You could maybe put catch covers in and then use catch cover sleeves.

http://www.catchcover.com/sleeve.html


----------



## MossyMO

Thanks for the suggestions, I am liking this idea of getting another use out of the trailer. I do have an auger extension, so I am thinking those catch covers and some PVC for sleeves. 
My trailer floor does sit 19" off the ground, but I may just try this. Now all I need is a recliner in there and I will be set !!!


----------



## flotty

This is not my trailer but I found this on a different thread. Very easy and looks extremely organized. Never to early to start planning for next season! :beer:

http://www.forum.minnesotawaterfowler.c ... php?t=6235


----------



## Danimal

I posted this before, but it fits.

A buddy of mine has a 6x12 with pointed front, side door and rear ramp.

He has a rack system to hang bigfoots and another brand of FB's by their feet.

First he wired the feet to the bodies to prevent separation.

Then he puts 10-11 dekes on a long piece of conduit. Each conduit has a wooden dowel inserted in each end with an eye screw.

Next, Ryan has three ropes on each side (one near the front, one in the middle and one in the rear of trailer) hanging from the ceiling. He uses dog snaps on the front and rear rope and simple S hooks and loops on the middle rope.

He can then hang 3 poles (horizontally) on each side of the trailer, keeping the flocked heads off of the floor.

In the front of the trailer, he stores 4 S.U.B. blinds, 3 doz shells and 2 doz silos. In the center of the trailer he puts any more FB's that do not fit on the racks.

I think he has about 85 FB's in total.

Setting up or taking down the spread is very quick with this system. One person on each end of the pole, and carry them out of the trailer. If we can't drive into the field, we can carry 2 poles at a time with 2 people (20-22 dekes). Drop the dekes, remove poles, carry the poles back to the trailer and get two more poles full of dekes.

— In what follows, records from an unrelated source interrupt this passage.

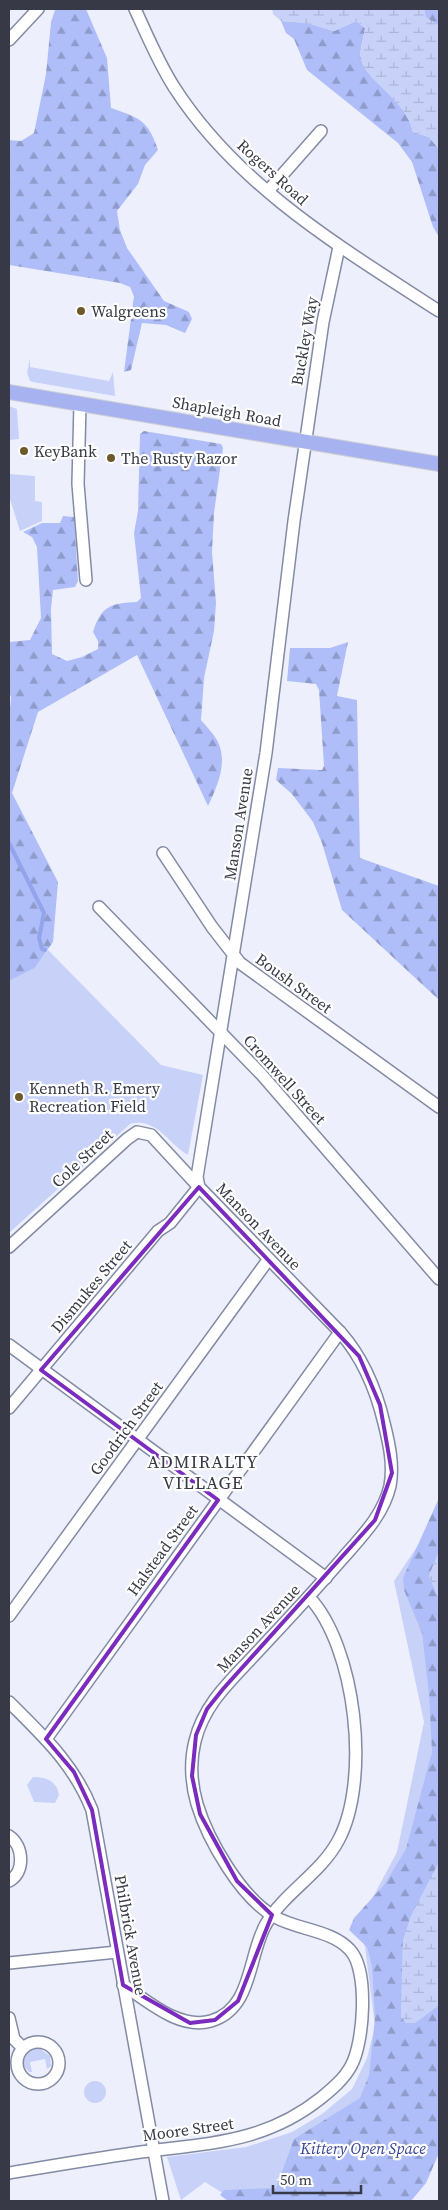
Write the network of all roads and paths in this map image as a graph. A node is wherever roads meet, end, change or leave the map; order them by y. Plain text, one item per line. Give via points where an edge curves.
1 (38, 9) edge
2 (135, 9) edge
3 (9, 40) edge
4 (321, 131) dead end
5 (268, 191) junction
6 (339, 247) junction
7 (439, 311) edge
8 (9, 392) edge
9 (80, 404) junction
10 (305, 442) junction
11 (439, 464) edge
12 (86, 580) dead end
13 (163, 853) dead end
14 (99, 907) dead end
15 (233, 955) junction
16 (222, 1034) junction
17 (439, 1107) edge
18 (199, 1187) junction
19 (9, 1247) edge
20 (268, 1260) junction
21 (439, 1279) edge
22 (340, 1332) junction
23 (9, 1345) edge
24 (42, 1370) junction
25 (9, 1408) edge
26 (138, 1440) junction
27 (218, 1500) junction
28 (326, 1578) junction
29 (309, 1597) junction
30 (9, 1616) edge
31 (9, 1702) edge
32 (46, 1739) junction
33 (9, 1836) edge
34 (9, 1881) edge
35 (272, 1915) junction
36 (117, 1952) junction
37 (9, 1963) edge
38 (123, 1985) junction
39 (9, 2018) edge
40 (23, 2048) dead end
41 (153, 2151) junction
42 (9, 2173) edge
43 (163, 2201) edge

1 - 3 street
2 - 5 street, Rogers Road via 163,68 188,107 225,150
4 - 5 street
5 - 6 street, Rogers Road
6 - 7 street, Rogers Road
6 - 10 street, Buckley Way via 322,322
8 - 9 main road, Shapleigh Road
9 - 10 main road, Shapleigh Road
9 - 12 street via 78,484
10 - 11 main road, Shapleigh Road
10 - 15 street, Manson Avenue via 266,753
13 - 15 street, Boush Street
14 - 16 street, Cromwell Street
15 - 16 street, Manson Avenue
15 - 17 street, Boush Street via 268,984
16 - 18 street, Manson Avenue via 198,1164
16 - 21 street, Cromwell Street via 262,1075
18 - 19 street, Cole Street via 151,1135 138,1132 127,1138
18 - 20 street, Manson Avenue
18 - 24 street, Dismukes Street
20 - 22 street, Manson Avenue
20 - 26 street, Goodrich Street
22 - 27 street, Halstead Street
22 - 28 street, Manson Avenue via 366,1368 380,1405 392,1473 375,1520
23 - 24 street
24 - 25 street, Dismukes Street
24 - 26 street
26 - 27 street
26 - 30 street, Goodrich Street
27 - 28 street
27 - 32 street, Halstead Street
28 - 29 street, Manson Avenue
29 - 35 street via 328,1624 348,1685 354,1730 355,1783 349,1815 337,1842 321,1864
29 - 35 street, Manson Avenue via 214,1699 202,1720 192,1753 196,1802 210,1834 237,1881 255,1902
31 - 32 street, Philbrick Avenue
32 - 36 street, Philbrick Avenue via 74,1772 92,1810
33 - 34 street via 17,1845 21,1863
35 - 38 street via 262,1934 243,1992 228,2011 215,2020 182,2021
35 - 41 street, Moore Street via 333,1939 354,1954 363,2016 355,2060 323,2096 297,2115 266,2130 220,2143
36 - 37 street
36 - 38 street, Philbrick Avenue
38 - 41 street, Philbrick Avenue
39 - 40 street via 14,2039
41 - 42 street, Moore Street
41 - 43 street, Philbrick Avenue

When taking down the spread, we line 10-11 dekes up in a row, as someone either gets the trailer or just the poles from the trailer.


----------



## tvtrav

*Christmas in June!!*










Now.....3 months of tweekin'.


----------



## bandman

Nice :beer:


----------



## jgat

I am starting to organize the new trailer, and came up with a pretty cool way to store/transport our sillosocks. Just used one metal rod with some coat rack braces. We have about 700 of them and will be able to get them all in about three rows.


----------



## Ridge Nelson

jgat,

Awesome idea on the sillosocks and putting up a few hunting pics on the ceiling.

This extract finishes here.